> Task to complete:
In the records that follow, locate every line with "Norte" and extract it.
------------------------
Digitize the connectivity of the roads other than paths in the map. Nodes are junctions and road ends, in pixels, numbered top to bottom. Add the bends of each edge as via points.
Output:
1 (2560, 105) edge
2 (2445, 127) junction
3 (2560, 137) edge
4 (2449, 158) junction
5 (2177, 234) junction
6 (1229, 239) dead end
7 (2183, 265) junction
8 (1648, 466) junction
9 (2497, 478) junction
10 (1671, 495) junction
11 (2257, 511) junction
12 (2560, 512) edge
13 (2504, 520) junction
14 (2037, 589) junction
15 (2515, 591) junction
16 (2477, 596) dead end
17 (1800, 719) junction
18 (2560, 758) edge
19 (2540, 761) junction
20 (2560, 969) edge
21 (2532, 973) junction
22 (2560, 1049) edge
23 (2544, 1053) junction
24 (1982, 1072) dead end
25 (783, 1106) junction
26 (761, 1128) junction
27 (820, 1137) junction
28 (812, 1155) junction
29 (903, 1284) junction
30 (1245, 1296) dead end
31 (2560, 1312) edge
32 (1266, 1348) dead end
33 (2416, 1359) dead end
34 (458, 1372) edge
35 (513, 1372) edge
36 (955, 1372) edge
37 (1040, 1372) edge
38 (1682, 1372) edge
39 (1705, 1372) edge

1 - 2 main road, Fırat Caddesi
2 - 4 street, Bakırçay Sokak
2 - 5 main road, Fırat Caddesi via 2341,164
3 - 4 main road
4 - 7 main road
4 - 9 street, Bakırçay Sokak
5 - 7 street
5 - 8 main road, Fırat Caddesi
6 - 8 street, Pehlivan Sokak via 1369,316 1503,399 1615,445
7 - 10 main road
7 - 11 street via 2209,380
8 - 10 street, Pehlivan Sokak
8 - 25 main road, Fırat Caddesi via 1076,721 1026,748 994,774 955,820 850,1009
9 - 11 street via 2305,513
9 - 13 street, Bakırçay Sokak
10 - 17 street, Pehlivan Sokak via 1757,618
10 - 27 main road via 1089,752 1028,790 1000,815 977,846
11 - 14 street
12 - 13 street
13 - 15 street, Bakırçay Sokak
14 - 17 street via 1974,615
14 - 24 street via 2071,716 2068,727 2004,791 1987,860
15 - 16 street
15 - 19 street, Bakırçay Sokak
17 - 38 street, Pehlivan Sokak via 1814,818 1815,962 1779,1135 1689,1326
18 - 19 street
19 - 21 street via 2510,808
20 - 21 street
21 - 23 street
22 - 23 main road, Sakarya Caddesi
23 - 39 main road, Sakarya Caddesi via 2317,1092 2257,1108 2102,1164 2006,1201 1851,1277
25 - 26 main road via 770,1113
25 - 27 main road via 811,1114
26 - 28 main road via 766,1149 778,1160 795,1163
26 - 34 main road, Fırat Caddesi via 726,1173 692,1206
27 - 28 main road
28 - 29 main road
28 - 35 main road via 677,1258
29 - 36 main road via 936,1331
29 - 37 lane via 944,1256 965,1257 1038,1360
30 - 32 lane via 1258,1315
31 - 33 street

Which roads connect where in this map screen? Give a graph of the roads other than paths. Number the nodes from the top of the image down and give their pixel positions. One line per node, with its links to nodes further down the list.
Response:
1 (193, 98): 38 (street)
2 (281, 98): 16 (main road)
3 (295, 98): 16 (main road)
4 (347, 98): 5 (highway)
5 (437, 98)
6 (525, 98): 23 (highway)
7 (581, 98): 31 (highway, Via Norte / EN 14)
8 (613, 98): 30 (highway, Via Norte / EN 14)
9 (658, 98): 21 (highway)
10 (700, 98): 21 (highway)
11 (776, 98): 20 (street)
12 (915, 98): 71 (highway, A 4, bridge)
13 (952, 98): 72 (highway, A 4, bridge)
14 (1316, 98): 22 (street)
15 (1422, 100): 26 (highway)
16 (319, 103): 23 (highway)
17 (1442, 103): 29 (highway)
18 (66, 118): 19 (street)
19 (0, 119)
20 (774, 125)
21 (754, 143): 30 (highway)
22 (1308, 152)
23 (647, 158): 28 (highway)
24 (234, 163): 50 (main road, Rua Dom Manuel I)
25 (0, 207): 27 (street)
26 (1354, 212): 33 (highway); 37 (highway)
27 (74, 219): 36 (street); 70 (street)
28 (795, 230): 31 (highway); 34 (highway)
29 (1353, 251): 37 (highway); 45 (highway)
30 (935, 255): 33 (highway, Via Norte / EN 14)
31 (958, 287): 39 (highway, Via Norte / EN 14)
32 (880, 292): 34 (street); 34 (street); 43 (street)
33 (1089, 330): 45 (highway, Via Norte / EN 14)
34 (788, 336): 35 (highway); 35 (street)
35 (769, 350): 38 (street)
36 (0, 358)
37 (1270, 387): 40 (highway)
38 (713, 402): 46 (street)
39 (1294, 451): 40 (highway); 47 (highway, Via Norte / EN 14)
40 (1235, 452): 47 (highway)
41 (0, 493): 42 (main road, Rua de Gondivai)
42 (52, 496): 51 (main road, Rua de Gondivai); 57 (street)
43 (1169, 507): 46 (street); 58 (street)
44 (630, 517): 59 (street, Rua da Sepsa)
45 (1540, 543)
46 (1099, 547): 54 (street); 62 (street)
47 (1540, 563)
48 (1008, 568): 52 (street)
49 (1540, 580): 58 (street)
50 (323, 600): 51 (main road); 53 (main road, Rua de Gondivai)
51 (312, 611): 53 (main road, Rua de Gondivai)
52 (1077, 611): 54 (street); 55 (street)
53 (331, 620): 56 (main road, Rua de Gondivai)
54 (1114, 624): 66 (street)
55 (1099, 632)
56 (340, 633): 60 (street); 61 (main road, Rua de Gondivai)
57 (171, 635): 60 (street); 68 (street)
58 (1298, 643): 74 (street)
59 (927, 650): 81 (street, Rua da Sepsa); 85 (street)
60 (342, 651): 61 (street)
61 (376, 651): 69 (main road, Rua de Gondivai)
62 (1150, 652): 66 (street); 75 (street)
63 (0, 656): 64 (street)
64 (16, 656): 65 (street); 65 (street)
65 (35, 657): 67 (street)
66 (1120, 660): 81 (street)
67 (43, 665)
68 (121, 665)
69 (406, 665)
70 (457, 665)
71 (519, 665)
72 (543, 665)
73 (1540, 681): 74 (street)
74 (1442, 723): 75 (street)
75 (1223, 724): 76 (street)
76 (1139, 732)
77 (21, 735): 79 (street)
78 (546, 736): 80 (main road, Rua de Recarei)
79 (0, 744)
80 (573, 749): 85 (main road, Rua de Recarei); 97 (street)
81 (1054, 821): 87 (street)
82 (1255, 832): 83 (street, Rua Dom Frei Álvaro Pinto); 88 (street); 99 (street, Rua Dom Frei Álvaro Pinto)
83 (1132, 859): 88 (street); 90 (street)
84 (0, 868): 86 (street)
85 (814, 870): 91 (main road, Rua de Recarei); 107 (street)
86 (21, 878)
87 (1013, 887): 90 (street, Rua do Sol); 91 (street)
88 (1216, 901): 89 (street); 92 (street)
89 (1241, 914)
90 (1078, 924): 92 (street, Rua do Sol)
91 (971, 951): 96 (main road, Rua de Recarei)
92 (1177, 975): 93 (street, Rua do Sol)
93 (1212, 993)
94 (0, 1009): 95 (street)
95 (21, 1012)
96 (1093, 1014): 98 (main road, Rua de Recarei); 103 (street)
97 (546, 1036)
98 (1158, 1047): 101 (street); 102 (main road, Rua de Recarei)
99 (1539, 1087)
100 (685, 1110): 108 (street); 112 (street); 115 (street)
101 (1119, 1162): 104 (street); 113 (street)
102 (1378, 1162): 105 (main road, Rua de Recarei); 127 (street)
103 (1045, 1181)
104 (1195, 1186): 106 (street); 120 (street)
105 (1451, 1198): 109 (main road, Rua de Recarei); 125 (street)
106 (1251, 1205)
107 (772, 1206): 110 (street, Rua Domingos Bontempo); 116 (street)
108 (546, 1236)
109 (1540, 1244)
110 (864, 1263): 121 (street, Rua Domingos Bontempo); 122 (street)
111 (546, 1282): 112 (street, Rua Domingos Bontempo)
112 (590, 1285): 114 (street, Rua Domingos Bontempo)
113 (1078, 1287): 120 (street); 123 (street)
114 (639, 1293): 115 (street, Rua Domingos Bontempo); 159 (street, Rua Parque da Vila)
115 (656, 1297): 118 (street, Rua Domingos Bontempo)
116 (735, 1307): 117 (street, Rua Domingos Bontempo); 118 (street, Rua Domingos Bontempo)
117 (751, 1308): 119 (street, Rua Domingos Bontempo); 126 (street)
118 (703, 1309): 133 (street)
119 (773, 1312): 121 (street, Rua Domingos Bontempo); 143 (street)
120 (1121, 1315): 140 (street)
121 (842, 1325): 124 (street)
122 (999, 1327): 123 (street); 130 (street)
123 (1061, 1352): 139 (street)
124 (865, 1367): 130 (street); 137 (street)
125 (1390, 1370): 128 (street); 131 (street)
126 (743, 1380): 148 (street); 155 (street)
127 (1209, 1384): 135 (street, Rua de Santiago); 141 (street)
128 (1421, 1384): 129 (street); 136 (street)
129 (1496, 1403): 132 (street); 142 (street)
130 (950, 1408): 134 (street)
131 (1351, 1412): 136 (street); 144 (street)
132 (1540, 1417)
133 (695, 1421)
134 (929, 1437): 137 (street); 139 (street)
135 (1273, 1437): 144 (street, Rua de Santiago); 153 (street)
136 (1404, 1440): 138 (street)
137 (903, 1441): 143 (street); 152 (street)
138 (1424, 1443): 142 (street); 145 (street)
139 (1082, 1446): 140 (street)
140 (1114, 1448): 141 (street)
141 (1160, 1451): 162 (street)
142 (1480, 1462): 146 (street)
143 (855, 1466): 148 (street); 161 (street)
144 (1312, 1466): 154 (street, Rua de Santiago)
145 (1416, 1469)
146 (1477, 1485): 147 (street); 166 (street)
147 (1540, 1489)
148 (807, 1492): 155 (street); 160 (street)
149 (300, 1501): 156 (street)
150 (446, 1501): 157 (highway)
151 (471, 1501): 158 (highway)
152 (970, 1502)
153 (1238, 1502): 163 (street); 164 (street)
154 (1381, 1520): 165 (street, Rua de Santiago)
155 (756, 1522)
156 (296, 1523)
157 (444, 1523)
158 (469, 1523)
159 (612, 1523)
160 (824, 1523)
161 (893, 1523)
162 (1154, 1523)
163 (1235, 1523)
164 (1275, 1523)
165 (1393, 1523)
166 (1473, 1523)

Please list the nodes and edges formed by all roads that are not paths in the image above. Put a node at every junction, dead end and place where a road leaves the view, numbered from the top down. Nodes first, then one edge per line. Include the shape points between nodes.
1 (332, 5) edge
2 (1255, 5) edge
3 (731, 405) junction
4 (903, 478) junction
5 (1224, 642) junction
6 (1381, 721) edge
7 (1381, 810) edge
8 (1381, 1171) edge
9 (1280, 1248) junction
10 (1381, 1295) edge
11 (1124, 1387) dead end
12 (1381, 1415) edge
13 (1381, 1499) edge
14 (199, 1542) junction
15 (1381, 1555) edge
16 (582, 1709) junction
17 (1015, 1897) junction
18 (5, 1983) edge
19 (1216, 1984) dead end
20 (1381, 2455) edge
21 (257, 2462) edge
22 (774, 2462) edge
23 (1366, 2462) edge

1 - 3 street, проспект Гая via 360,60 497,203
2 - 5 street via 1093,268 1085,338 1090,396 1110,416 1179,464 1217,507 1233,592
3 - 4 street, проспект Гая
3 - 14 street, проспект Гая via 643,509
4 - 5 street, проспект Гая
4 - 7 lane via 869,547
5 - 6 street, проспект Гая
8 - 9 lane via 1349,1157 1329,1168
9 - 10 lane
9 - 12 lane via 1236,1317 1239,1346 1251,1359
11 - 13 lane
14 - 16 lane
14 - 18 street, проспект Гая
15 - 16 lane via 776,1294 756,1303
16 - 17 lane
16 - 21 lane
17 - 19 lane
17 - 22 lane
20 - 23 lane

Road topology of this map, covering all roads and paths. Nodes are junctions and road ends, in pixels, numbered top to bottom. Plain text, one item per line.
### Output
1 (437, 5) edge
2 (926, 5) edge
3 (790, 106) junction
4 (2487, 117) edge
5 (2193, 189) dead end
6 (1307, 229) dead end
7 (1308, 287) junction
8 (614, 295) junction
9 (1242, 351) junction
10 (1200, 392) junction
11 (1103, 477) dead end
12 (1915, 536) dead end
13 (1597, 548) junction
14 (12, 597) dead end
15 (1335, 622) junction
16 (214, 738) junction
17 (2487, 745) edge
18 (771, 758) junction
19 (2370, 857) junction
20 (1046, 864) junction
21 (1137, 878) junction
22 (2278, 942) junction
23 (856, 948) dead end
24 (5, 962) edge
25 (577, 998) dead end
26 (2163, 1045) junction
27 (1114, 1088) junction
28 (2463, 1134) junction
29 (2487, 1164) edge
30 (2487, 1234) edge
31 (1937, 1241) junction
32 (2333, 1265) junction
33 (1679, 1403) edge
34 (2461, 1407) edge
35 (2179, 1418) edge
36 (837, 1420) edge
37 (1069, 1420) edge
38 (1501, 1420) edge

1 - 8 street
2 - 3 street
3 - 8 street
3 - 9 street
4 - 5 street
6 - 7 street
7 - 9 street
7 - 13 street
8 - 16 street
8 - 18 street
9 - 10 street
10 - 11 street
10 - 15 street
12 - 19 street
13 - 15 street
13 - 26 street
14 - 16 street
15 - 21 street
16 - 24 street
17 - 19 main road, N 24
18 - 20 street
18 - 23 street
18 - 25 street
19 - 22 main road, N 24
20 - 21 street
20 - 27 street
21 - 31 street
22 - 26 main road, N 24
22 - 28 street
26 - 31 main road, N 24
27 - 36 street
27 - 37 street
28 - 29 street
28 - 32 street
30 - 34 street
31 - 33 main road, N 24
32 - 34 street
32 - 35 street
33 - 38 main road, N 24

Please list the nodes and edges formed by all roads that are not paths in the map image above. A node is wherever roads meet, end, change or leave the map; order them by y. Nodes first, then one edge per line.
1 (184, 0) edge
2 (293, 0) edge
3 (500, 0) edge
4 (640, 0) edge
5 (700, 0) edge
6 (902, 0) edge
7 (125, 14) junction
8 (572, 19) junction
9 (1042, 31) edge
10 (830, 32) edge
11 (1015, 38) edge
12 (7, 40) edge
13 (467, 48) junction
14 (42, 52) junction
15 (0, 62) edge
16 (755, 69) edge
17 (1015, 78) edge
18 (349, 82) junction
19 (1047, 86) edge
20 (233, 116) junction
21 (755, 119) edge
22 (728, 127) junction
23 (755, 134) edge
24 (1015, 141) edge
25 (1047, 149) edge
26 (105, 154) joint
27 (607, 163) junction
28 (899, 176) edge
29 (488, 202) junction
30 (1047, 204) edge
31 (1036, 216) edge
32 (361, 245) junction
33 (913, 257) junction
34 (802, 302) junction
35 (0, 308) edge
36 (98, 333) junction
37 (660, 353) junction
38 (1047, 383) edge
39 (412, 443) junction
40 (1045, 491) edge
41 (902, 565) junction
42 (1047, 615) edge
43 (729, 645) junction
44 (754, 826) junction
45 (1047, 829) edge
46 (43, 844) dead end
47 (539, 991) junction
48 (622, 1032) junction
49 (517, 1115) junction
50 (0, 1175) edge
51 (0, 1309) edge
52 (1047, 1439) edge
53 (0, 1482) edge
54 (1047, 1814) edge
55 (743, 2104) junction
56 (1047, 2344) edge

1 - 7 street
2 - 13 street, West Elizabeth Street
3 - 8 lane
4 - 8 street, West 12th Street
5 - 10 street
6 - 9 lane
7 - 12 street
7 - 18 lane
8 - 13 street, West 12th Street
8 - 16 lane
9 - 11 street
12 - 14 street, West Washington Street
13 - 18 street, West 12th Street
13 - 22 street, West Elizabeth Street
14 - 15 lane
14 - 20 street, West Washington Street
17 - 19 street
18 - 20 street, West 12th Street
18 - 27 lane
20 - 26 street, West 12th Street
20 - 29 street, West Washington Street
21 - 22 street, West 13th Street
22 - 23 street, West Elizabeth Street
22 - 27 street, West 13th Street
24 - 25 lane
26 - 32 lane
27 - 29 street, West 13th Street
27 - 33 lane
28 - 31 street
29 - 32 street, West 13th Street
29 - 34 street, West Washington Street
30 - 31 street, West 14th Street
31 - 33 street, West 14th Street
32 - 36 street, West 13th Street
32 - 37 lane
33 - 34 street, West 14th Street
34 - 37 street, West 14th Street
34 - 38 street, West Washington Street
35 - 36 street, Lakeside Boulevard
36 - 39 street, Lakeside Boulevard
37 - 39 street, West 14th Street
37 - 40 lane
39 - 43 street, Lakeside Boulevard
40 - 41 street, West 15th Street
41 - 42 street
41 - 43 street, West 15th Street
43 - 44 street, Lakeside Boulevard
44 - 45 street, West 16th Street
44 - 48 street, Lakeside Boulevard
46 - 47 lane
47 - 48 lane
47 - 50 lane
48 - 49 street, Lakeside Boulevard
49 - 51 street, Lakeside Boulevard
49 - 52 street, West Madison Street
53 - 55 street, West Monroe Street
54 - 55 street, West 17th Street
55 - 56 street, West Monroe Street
------------------------
> Exercise result:
7 (581, 98): 31 (highway, Via Norte / EN 14)
8 (613, 98): 30 (highway, Via Norte / EN 14)
30 (935, 255): 33 (highway, Via Norte / EN 14)
31 (958, 287): 39 (highway, Via Norte / EN 14)
33 (1089, 330): 45 (highway, Via Norte / EN 14)
39 (1294, 451): 40 (highway); 47 (highway, Via Norte / EN 14)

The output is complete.